Work to be completed
If a line includes "hand", copy it out of the entries.

━━ Records to use

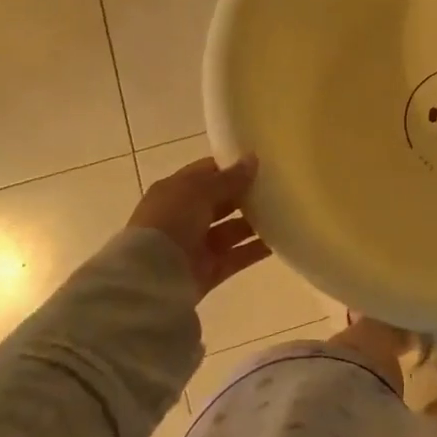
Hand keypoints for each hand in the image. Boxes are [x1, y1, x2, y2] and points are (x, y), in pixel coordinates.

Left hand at [130, 155, 269, 300]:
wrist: (151, 277)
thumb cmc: (171, 221)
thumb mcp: (199, 190)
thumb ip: (229, 178)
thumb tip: (253, 159)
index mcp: (175, 192)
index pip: (206, 173)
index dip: (230, 167)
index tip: (260, 163)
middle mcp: (184, 217)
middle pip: (220, 202)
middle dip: (245, 195)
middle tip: (278, 187)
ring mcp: (196, 246)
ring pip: (231, 230)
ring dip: (254, 223)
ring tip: (284, 212)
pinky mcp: (208, 271)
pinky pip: (237, 257)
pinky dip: (256, 250)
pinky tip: (280, 241)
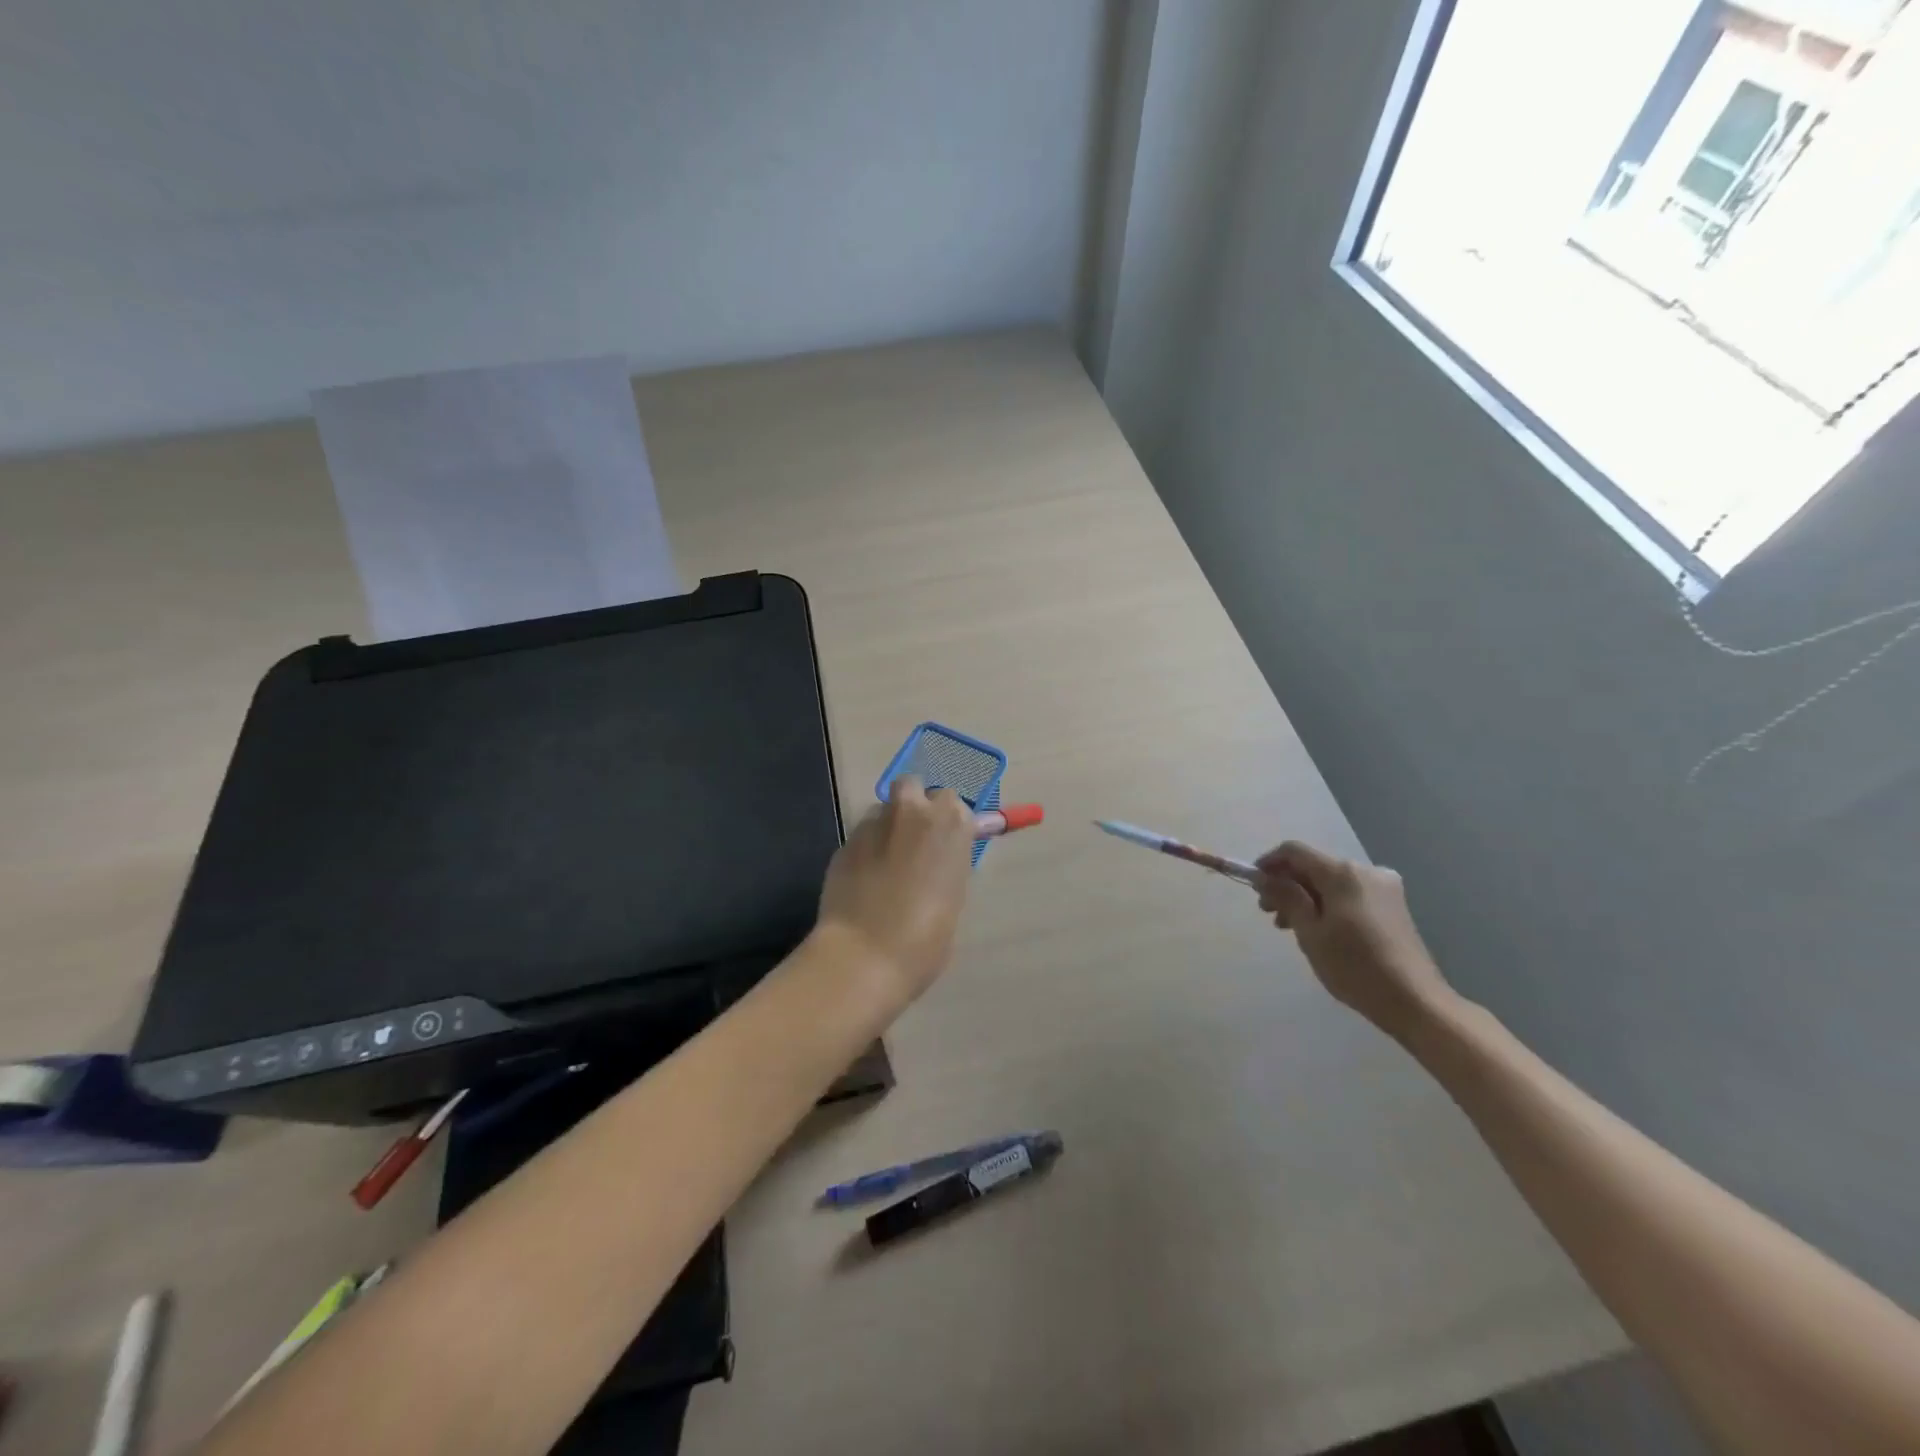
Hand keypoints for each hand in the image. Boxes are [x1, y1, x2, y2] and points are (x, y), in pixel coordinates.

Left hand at [815, 776, 975, 1005]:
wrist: (865, 954)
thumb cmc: (926, 936)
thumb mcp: (953, 896)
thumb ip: (947, 865)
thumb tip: (938, 860)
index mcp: (950, 823)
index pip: (954, 803)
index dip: (948, 822)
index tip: (946, 842)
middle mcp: (911, 812)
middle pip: (912, 787)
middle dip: (914, 806)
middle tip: (916, 842)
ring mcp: (872, 824)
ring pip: (882, 811)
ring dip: (887, 828)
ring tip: (886, 866)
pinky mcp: (843, 843)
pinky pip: (860, 838)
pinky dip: (865, 851)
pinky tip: (864, 883)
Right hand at [1255, 841, 1456, 1041]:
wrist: (1415, 1001)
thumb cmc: (1354, 966)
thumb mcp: (1310, 932)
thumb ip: (1286, 897)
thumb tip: (1263, 876)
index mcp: (1343, 873)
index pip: (1295, 851)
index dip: (1269, 863)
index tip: (1253, 885)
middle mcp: (1366, 870)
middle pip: (1314, 866)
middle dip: (1287, 884)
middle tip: (1268, 912)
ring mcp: (1384, 887)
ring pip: (1331, 881)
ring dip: (1306, 896)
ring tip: (1290, 926)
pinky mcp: (1393, 905)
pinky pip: (1349, 893)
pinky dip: (1328, 903)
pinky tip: (1319, 928)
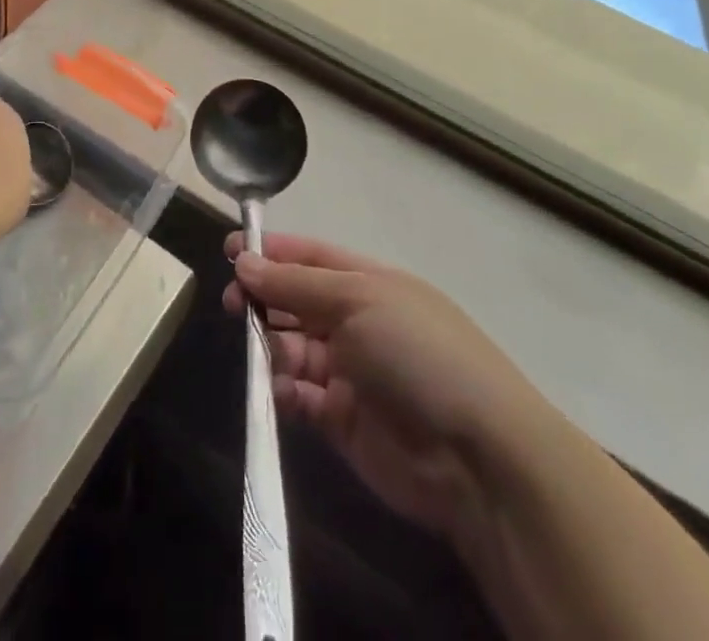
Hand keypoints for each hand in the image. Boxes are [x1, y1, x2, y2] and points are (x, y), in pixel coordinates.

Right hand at [222, 232, 568, 543]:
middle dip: (262, 297)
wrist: (477, 458)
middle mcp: (357, 322)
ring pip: (293, 347)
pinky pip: (300, 396)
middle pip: (297, 301)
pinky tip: (275, 389)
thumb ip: (296, 284)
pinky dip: (282, 391)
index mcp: (369, 283)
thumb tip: (245, 262)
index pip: (312, 257)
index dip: (273, 252)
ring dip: (269, 344)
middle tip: (232, 303)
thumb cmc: (418, 353)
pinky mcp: (342, 420)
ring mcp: (350, 372)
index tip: (231, 249)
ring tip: (253, 348)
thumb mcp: (358, 301)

━━━━

Response
Hand keypoints for each hand in the image. Boxes are [x1, y1, x2, y2] and points are (x, y), in pixel coordinates.
Left hand at [130, 155, 269, 300]:
Hand keypoints for each hand in the image. Boxes are [x1, y1, x2, y2] and points are (x, y), in pixel coordinates.
Left hand at [815, 776, 975, 1005]:
Right hand at [1255, 841, 1456, 1041]:
Hand keypoints for each hand in the image. Boxes are [x1, y1, x2, y2] and points are (x, y), in pixel coordinates.
Right hand at [222, 232, 568, 543]:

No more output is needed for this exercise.